TASK BRIEF:
Your task is to give the number of lines in the listing that include "Benz", and nothing else.

● ● ●

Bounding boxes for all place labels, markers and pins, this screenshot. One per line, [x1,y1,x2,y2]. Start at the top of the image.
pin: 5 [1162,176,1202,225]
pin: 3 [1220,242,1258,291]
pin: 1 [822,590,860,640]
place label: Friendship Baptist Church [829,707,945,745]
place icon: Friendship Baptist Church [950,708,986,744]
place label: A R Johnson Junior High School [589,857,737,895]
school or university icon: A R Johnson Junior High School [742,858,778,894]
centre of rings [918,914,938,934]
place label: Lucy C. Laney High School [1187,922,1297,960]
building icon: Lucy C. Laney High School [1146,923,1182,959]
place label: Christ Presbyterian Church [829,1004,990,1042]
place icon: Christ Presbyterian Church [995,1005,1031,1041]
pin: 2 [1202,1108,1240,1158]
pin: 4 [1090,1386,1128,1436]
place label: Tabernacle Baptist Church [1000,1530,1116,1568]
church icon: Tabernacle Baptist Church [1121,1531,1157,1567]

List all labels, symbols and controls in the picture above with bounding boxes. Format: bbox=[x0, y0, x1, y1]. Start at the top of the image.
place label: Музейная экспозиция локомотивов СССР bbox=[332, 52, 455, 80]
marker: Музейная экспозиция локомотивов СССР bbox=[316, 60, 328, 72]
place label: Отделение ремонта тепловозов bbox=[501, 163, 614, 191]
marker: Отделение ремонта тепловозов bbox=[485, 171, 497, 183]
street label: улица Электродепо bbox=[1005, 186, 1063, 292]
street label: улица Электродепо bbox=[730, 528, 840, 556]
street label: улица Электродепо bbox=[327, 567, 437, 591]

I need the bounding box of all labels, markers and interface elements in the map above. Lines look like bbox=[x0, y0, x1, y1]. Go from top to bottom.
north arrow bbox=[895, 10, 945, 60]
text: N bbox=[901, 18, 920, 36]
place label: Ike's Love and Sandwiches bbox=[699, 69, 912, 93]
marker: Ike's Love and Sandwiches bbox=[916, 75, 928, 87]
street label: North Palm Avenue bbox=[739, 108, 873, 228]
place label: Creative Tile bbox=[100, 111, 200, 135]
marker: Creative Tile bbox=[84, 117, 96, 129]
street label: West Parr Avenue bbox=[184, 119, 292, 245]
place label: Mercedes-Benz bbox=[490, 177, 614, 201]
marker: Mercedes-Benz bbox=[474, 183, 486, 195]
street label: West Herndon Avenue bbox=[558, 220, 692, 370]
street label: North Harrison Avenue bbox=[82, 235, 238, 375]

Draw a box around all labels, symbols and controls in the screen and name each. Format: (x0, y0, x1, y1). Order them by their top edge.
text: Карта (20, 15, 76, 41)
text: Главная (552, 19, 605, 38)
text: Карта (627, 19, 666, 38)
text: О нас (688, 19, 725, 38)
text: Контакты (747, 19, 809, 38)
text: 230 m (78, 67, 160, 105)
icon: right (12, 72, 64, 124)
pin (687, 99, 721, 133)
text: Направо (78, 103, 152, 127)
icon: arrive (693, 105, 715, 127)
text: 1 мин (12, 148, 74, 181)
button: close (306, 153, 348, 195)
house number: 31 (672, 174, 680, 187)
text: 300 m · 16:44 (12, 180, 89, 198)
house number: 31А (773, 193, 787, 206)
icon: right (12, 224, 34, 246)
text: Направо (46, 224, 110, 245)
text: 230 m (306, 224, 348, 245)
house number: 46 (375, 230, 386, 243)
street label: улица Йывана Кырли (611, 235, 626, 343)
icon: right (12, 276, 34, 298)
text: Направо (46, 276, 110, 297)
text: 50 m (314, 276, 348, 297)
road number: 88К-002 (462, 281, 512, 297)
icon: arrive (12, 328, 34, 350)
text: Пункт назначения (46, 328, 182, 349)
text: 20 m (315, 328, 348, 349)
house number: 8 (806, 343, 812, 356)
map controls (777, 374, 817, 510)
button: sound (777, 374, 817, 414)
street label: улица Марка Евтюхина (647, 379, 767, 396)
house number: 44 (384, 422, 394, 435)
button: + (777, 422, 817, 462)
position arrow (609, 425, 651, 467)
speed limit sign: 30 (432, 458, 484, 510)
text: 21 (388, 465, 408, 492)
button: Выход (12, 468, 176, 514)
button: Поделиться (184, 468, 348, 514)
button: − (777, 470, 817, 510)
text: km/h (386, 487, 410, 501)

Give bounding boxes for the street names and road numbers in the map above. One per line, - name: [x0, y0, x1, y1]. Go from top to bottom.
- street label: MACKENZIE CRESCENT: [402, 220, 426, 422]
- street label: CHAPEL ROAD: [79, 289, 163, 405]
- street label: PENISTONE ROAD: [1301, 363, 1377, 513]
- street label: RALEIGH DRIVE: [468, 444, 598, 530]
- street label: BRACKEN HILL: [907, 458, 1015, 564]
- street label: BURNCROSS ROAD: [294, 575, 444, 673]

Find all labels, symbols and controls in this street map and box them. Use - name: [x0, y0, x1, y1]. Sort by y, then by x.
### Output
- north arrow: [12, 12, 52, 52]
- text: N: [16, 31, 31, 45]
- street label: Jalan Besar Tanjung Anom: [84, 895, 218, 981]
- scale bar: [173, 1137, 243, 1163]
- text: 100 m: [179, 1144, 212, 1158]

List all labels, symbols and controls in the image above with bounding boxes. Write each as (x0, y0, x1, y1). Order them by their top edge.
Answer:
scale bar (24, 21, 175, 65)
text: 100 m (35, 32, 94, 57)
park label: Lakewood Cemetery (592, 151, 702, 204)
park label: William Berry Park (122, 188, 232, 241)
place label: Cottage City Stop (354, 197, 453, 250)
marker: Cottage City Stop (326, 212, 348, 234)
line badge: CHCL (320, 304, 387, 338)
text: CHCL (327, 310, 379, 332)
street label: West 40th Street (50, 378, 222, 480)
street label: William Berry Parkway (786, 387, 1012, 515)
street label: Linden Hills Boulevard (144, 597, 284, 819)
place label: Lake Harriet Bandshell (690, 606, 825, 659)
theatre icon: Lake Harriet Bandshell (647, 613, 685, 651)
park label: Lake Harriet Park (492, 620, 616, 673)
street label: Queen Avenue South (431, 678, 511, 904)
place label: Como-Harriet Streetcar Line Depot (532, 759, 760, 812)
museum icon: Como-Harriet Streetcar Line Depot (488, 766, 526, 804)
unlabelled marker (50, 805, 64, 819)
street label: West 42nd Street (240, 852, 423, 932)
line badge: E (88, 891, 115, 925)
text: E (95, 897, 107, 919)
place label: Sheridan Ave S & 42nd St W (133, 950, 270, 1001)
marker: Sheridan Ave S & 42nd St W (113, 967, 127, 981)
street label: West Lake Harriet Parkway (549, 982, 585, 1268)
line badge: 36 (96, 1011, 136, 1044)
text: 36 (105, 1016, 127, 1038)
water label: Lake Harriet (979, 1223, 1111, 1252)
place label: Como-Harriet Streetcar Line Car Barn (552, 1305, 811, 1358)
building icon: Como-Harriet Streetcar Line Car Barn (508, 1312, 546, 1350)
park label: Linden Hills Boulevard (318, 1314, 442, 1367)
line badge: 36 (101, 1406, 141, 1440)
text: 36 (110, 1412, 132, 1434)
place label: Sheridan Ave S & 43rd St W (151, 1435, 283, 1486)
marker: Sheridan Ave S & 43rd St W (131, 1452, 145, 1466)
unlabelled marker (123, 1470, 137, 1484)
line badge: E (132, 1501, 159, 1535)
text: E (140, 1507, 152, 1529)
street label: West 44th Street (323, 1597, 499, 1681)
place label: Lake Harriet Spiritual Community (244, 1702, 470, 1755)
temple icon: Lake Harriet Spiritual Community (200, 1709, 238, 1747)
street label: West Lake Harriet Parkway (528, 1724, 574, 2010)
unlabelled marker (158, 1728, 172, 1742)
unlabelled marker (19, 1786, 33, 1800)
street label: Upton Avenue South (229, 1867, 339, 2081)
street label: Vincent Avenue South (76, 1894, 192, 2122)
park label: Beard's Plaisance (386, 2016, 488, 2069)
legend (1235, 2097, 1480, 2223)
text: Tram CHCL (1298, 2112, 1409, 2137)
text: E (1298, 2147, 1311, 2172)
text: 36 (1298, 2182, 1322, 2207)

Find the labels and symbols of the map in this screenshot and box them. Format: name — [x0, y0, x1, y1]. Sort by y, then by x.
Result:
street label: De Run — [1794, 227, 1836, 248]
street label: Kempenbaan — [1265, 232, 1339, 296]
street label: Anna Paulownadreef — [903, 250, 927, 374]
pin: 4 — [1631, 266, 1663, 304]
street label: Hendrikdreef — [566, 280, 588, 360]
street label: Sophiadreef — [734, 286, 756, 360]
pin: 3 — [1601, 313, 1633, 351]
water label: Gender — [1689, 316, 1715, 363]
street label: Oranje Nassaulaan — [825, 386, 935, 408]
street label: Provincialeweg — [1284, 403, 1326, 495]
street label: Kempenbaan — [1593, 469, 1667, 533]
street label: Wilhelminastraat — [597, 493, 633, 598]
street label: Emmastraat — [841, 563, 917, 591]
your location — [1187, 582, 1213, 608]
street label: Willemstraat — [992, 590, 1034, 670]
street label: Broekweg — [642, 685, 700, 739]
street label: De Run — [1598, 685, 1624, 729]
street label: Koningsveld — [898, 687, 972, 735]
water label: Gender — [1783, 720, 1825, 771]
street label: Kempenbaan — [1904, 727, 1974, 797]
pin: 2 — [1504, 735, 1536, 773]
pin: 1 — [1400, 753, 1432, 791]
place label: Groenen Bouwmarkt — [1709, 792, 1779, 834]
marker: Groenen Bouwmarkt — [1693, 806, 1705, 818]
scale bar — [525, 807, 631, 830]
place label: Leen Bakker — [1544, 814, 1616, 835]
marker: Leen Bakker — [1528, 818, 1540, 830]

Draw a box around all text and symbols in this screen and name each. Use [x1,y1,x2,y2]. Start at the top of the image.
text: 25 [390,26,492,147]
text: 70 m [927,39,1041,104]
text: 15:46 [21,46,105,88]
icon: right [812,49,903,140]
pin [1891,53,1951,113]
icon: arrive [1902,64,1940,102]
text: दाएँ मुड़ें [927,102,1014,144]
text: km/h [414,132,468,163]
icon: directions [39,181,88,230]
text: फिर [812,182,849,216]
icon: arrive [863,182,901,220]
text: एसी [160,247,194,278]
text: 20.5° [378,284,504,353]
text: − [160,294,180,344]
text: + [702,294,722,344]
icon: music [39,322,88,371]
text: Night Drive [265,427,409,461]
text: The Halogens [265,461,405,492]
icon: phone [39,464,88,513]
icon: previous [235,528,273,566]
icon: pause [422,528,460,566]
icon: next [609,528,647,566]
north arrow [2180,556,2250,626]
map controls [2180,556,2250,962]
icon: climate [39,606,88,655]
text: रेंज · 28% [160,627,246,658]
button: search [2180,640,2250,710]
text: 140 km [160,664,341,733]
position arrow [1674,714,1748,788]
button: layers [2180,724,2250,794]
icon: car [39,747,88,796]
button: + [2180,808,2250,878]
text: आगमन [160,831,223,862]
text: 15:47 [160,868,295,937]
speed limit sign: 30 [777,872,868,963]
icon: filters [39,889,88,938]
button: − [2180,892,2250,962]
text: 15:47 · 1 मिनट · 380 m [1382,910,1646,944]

● ● ●

EXPECTED OUTPUT:
2